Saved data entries
____________
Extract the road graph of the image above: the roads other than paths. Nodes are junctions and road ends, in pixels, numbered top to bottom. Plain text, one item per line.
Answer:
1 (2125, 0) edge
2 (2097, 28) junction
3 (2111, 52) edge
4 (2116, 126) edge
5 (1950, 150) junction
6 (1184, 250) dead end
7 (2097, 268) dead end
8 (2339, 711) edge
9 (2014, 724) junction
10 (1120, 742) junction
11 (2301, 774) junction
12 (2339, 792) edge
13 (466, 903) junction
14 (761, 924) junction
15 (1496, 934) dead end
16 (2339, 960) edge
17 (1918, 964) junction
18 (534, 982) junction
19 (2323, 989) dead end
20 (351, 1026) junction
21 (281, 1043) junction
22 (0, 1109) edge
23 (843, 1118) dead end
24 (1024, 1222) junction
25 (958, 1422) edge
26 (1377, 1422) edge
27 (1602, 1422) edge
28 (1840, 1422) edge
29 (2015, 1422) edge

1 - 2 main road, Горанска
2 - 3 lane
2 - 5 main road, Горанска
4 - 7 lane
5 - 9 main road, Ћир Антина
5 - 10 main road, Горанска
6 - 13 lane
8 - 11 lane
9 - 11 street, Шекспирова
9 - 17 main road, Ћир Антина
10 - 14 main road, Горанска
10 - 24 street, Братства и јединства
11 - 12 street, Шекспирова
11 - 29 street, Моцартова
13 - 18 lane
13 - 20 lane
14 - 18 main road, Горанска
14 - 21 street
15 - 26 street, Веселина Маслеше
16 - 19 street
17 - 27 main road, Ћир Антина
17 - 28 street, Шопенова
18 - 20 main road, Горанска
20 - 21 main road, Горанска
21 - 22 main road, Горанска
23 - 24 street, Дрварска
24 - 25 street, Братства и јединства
____________
_Problem requirements_. A full, exact repeat of the entries above is required.

_Answer_.
Extract the road graph of the image above: the roads other than paths. Nodes are junctions and road ends, in pixels, numbered top to bottom. Plain text, one item per line.
Answer:
1 (2125, 0) edge
2 (2097, 28) junction
3 (2111, 52) edge
4 (2116, 126) edge
5 (1950, 150) junction
6 (1184, 250) dead end
7 (2097, 268) dead end
8 (2339, 711) edge
9 (2014, 724) junction
10 (1120, 742) junction
11 (2301, 774) junction
12 (2339, 792) edge
13 (466, 903) junction
14 (761, 924) junction
15 (1496, 934) dead end
16 (2339, 960) edge
17 (1918, 964) junction
18 (534, 982) junction
19 (2323, 989) dead end
20 (351, 1026) junction
21 (281, 1043) junction
22 (0, 1109) edge
23 (843, 1118) dead end
24 (1024, 1222) junction
25 (958, 1422) edge
26 (1377, 1422) edge
27 (1602, 1422) edge
28 (1840, 1422) edge
29 (2015, 1422) edge

1 - 2 main road, Горанска
2 - 3 lane
2 - 5 main road, Горанска
4 - 7 lane
5 - 9 main road, Ћир Антина
5 - 10 main road, Горанска
6 - 13 lane
8 - 11 lane
9 - 11 street, Шекспирова
9 - 17 main road, Ћир Антина
10 - 14 main road, Горанска
10 - 24 street, Братства и јединства
11 - 12 street, Шекспирова
11 - 29 street, Моцартова
13 - 18 lane
13 - 20 lane
14 - 18 main road, Горанска
14 - 21 street
15 - 26 street, Веселина Маслеше
16 - 19 street
17 - 27 main road, Ћир Антина
17 - 28 street, Шопенова
18 - 20 main road, Горанска
20 - 21 main road, Горанска
21 - 22 main road, Горанска
23 - 24 street, Дрварска
24 - 25 street, Братства и јединства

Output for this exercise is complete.